__Work required__. In the entries that follow, the lines from the one with "middle dip: (297, 187)" through the one with "pinky pip: (207, 251)" are the ones to write out, exactly and with both ends included. Nothing else should appear.

━━━

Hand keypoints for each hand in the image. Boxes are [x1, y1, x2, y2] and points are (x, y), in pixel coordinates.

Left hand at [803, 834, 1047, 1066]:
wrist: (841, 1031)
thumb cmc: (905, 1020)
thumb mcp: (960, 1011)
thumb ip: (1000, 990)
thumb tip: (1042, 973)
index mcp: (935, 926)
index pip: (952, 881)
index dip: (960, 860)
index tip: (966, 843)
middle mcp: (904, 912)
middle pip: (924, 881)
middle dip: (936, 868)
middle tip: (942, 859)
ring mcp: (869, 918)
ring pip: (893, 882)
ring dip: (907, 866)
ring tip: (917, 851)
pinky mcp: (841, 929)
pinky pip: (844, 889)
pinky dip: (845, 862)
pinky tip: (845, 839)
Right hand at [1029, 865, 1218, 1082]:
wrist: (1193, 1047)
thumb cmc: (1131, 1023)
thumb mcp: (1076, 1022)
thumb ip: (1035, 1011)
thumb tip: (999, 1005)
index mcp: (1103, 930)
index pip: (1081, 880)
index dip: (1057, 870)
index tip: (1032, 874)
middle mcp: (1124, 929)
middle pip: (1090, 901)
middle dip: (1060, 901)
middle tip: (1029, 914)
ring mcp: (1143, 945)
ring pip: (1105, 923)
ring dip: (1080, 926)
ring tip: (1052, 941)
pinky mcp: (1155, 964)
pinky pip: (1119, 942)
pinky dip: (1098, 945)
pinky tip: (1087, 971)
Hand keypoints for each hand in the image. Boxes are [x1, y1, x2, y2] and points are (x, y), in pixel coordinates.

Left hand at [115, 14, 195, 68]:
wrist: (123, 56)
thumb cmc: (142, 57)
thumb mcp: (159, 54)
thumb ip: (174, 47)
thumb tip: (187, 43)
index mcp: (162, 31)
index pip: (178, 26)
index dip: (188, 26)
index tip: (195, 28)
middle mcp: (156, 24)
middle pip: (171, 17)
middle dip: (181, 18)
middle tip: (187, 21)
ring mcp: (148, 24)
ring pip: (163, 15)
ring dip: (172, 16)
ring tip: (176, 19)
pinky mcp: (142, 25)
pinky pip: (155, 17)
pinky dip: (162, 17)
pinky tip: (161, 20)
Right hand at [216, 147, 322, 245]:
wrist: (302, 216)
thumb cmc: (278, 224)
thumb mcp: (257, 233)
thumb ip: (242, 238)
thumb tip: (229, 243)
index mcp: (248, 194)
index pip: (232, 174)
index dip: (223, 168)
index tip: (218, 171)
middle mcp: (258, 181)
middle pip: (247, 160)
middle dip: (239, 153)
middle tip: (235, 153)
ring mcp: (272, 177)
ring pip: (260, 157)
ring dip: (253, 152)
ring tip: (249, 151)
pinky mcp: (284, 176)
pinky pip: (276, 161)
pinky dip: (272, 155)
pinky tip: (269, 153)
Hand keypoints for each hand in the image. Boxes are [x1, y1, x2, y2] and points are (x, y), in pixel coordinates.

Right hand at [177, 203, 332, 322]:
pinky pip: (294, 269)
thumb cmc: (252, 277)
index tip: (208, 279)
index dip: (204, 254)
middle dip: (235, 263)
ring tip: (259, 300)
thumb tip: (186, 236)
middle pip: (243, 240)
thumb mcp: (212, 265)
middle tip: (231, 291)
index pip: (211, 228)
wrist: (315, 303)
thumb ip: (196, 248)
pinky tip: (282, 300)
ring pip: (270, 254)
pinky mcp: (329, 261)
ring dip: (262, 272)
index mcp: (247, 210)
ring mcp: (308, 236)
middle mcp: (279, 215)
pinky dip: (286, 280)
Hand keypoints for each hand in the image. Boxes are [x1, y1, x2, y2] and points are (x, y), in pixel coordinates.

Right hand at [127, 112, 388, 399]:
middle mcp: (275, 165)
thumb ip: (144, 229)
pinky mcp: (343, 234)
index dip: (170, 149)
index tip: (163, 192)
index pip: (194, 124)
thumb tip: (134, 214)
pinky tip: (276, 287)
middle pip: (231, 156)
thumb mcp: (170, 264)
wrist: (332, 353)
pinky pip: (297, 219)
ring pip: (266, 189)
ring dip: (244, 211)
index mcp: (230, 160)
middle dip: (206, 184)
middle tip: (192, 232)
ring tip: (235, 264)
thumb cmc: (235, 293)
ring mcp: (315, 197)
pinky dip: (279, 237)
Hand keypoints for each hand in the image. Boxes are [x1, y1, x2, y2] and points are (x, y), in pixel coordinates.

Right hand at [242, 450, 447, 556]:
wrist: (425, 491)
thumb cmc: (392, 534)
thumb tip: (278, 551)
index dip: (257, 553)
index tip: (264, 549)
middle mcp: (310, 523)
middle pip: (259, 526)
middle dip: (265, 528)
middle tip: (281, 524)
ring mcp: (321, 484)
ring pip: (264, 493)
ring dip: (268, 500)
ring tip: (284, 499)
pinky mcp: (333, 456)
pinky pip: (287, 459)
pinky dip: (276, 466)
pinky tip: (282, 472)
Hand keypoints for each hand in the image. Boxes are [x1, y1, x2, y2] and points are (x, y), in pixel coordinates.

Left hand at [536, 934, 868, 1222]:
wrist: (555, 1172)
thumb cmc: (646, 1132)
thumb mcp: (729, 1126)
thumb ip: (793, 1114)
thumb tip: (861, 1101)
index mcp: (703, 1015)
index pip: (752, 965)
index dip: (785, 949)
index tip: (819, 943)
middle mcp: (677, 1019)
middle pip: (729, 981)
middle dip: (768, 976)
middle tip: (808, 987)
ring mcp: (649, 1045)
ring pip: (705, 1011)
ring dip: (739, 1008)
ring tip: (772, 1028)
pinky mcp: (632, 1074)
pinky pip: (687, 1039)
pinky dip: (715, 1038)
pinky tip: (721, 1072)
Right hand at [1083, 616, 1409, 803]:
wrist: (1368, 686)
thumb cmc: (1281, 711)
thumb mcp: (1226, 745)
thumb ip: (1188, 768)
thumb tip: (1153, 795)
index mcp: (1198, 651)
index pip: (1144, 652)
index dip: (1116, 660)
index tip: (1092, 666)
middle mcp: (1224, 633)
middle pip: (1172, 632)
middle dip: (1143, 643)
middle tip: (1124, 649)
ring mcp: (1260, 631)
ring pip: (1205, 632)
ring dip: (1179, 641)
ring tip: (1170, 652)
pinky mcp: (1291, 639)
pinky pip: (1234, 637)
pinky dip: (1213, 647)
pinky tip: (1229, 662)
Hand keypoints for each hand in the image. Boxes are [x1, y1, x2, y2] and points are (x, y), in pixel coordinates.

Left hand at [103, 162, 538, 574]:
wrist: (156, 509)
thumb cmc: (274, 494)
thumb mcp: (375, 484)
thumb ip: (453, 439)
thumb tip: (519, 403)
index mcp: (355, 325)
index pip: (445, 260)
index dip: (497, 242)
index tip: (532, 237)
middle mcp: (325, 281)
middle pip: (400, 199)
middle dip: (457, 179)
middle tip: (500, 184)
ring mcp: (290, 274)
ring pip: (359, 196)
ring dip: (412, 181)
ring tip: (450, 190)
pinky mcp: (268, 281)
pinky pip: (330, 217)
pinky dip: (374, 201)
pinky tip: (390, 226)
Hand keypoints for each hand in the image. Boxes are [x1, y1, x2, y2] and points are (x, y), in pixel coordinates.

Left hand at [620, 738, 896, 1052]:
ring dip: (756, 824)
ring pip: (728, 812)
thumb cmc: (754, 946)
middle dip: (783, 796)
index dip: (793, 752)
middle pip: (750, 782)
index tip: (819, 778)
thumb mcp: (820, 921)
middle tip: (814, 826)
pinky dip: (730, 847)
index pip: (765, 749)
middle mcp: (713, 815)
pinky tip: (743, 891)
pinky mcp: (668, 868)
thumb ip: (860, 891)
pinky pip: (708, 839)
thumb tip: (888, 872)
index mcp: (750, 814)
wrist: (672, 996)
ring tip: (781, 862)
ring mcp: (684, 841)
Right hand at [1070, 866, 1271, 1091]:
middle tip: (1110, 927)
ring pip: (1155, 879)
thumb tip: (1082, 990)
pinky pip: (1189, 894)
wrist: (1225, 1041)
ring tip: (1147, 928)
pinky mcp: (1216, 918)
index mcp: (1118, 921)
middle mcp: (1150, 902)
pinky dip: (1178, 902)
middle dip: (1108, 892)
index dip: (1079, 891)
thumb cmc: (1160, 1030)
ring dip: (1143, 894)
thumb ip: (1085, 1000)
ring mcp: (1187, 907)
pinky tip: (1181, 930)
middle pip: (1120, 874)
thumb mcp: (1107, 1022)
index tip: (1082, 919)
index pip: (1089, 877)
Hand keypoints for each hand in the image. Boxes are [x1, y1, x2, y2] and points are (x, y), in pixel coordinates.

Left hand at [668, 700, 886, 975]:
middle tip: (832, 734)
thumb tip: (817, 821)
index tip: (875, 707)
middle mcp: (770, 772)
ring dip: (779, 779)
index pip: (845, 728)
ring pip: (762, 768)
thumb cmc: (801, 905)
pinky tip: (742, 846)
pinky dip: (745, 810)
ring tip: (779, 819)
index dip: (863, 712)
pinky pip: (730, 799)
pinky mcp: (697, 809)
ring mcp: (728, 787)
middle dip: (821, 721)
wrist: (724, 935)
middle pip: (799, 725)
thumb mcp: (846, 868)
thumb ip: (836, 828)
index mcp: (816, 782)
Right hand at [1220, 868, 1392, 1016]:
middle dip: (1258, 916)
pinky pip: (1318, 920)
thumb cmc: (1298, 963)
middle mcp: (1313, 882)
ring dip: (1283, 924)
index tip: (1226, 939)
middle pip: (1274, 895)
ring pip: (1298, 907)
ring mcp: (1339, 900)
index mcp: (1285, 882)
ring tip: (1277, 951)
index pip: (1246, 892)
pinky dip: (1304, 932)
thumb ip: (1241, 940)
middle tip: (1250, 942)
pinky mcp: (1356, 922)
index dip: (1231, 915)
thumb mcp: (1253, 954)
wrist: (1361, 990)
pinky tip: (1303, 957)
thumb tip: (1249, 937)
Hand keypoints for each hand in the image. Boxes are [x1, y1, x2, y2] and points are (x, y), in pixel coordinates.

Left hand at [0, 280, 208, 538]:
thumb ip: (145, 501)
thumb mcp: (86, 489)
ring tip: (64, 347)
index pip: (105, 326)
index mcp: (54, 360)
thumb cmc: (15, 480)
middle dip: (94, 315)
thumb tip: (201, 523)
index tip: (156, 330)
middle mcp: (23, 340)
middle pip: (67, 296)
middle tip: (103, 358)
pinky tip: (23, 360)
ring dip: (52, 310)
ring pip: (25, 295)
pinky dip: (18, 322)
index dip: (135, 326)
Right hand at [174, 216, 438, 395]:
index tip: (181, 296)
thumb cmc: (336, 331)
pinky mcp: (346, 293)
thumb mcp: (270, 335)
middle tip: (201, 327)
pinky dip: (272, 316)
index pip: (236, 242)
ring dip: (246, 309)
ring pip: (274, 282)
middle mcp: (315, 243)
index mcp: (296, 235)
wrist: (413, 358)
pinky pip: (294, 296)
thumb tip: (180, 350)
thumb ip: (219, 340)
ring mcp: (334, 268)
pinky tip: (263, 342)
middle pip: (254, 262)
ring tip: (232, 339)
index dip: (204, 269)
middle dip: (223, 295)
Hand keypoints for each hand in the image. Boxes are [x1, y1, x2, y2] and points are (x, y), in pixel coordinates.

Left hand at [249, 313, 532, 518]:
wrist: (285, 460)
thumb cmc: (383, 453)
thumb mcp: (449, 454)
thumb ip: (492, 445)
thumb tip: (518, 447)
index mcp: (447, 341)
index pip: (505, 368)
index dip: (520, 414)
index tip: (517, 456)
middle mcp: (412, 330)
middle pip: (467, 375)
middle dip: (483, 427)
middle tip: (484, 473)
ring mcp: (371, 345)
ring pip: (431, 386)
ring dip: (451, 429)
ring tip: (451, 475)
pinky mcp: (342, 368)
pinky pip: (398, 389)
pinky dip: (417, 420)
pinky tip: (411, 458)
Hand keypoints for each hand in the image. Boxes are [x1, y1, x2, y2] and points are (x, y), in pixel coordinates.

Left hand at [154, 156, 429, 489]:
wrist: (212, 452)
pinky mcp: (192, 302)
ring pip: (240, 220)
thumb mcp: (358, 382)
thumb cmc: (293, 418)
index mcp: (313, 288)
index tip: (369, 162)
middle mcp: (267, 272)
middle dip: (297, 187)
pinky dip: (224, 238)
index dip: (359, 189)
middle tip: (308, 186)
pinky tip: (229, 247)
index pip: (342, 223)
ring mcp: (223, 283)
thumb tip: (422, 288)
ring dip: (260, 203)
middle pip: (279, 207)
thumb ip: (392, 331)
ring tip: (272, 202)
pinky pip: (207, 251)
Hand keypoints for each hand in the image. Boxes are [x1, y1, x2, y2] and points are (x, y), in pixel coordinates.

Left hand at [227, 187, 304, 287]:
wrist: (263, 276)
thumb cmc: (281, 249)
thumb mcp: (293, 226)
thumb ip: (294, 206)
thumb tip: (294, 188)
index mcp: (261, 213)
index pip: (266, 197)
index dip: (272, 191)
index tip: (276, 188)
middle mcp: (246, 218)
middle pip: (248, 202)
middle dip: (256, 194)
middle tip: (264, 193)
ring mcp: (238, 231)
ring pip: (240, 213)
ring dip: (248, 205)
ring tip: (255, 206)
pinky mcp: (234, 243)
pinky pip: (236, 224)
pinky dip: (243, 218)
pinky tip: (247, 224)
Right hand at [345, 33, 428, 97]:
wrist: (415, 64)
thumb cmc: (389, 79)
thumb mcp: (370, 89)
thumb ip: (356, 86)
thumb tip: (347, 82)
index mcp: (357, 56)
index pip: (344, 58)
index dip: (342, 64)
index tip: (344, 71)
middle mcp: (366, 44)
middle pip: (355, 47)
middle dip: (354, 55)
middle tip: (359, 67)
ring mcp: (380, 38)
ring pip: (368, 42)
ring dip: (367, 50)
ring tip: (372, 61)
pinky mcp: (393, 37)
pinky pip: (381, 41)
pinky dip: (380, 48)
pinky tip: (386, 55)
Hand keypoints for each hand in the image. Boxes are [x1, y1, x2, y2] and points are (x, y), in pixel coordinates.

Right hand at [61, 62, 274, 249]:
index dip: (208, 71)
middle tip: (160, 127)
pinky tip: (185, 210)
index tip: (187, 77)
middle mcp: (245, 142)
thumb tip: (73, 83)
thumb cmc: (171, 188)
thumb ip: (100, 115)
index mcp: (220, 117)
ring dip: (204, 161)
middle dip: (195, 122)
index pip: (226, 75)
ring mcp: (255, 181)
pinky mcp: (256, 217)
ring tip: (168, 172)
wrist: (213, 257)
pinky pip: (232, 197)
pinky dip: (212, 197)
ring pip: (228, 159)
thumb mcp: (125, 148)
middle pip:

━━━

__Answer to this task__.
middle dip: (297, 187)
pinky dip: (224, 238)
index dip: (359, 189)
middle tip: (308, 186)
pinky tip: (229, 247)
index pip: (342, 223)
ring mcp: (223, 283)
thumb tip: (422, 288)
ring dip: (260, 203)
middle pip: (279, 207)
thumb ip: (392, 331)
ring tip: (272, 202)
pinky pip: (207, 251)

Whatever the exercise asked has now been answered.